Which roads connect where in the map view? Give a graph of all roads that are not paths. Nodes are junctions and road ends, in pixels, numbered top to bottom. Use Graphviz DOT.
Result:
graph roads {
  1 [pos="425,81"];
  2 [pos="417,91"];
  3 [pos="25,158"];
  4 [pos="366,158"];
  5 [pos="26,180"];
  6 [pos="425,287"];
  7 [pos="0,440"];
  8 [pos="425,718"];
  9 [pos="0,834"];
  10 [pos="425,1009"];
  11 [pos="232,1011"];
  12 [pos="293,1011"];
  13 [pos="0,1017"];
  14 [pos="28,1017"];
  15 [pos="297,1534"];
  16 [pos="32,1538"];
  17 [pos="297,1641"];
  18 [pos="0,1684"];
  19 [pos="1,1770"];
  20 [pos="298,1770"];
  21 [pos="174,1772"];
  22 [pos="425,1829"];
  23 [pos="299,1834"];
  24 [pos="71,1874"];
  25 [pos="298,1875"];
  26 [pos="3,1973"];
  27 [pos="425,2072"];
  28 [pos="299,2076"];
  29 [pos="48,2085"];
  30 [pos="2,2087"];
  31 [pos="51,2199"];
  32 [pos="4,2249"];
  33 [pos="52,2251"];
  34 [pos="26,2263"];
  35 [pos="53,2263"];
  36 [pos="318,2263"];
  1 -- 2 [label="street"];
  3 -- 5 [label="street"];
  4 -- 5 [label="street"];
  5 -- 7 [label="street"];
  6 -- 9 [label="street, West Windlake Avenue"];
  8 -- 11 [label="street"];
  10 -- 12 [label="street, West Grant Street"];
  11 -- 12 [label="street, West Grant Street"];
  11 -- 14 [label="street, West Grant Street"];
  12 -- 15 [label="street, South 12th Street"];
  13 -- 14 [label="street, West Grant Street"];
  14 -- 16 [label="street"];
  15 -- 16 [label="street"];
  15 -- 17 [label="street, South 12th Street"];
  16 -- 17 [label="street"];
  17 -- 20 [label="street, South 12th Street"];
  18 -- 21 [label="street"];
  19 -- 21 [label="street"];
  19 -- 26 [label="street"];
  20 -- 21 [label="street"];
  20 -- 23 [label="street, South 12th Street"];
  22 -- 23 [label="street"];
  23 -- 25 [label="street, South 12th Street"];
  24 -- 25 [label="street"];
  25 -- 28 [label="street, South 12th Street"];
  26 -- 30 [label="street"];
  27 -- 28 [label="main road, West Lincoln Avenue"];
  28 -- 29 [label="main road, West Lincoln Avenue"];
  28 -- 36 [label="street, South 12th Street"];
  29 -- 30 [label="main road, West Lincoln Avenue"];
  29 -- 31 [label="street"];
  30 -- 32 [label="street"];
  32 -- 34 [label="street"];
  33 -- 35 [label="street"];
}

ABOUT THIS EXERCISE: Start to finish, give the listing again exactly.

RESPONSE:
Which roads connect where in the map view? Give a graph of all roads that are not paths. Nodes are junctions and road ends, in pixels, numbered top to bottom. Use Graphviz DOT.
Result:
graph roads {
  1 [pos="425,81"];
  2 [pos="417,91"];
  3 [pos="25,158"];
  4 [pos="366,158"];
  5 [pos="26,180"];
  6 [pos="425,287"];
  7 [pos="0,440"];
  8 [pos="425,718"];
  9 [pos="0,834"];
  10 [pos="425,1009"];
  11 [pos="232,1011"];
  12 [pos="293,1011"];
  13 [pos="0,1017"];
  14 [pos="28,1017"];
  15 [pos="297,1534"];
  16 [pos="32,1538"];
  17 [pos="297,1641"];
  18 [pos="0,1684"];
  19 [pos="1,1770"];
  20 [pos="298,1770"];
  21 [pos="174,1772"];
  22 [pos="425,1829"];
  23 [pos="299,1834"];
  24 [pos="71,1874"];
  25 [pos="298,1875"];
  26 [pos="3,1973"];
  27 [pos="425,2072"];
  28 [pos="299,2076"];
  29 [pos="48,2085"];
  30 [pos="2,2087"];
  31 [pos="51,2199"];
  32 [pos="4,2249"];
  33 [pos="52,2251"];
  34 [pos="26,2263"];
  35 [pos="53,2263"];
  36 [pos="318,2263"];
  1 -- 2 [label="street"];
  3 -- 5 [label="street"];
  4 -- 5 [label="street"];
  5 -- 7 [label="street"];
  6 -- 9 [label="street, West Windlake Avenue"];
  8 -- 11 [label="street"];
  10 -- 12 [label="street, West Grant Street"];
  11 -- 12 [label="street, West Grant Street"];
  11 -- 14 [label="street, West Grant Street"];
  12 -- 15 [label="street, South 12th Street"];
  13 -- 14 [label="street, West Grant Street"];
  14 -- 16 [label="street"];
  15 -- 16 [label="street"];
  15 -- 17 [label="street, South 12th Street"];
  16 -- 17 [label="street"];
  17 -- 20 [label="street, South 12th Street"];
  18 -- 21 [label="street"];
  19 -- 21 [label="street"];
  19 -- 26 [label="street"];
  20 -- 21 [label="street"];
  20 -- 23 [label="street, South 12th Street"];
  22 -- 23 [label="street"];
  23 -- 25 [label="street, South 12th Street"];
  24 -- 25 [label="street"];
  25 -- 28 [label="street, South 12th Street"];
  26 -- 30 [label="street"];
  27 -- 28 [label="main road, West Lincoln Avenue"];
  28 -- 29 [label="main road, West Lincoln Avenue"];
  28 -- 36 [label="street, South 12th Street"];
  29 -- 30 [label="main road, West Lincoln Avenue"];
  29 -- 31 [label="street"];
  30 -- 32 [label="street"];
  32 -- 34 [label="street"];
  33 -- 35 [label="street"];
}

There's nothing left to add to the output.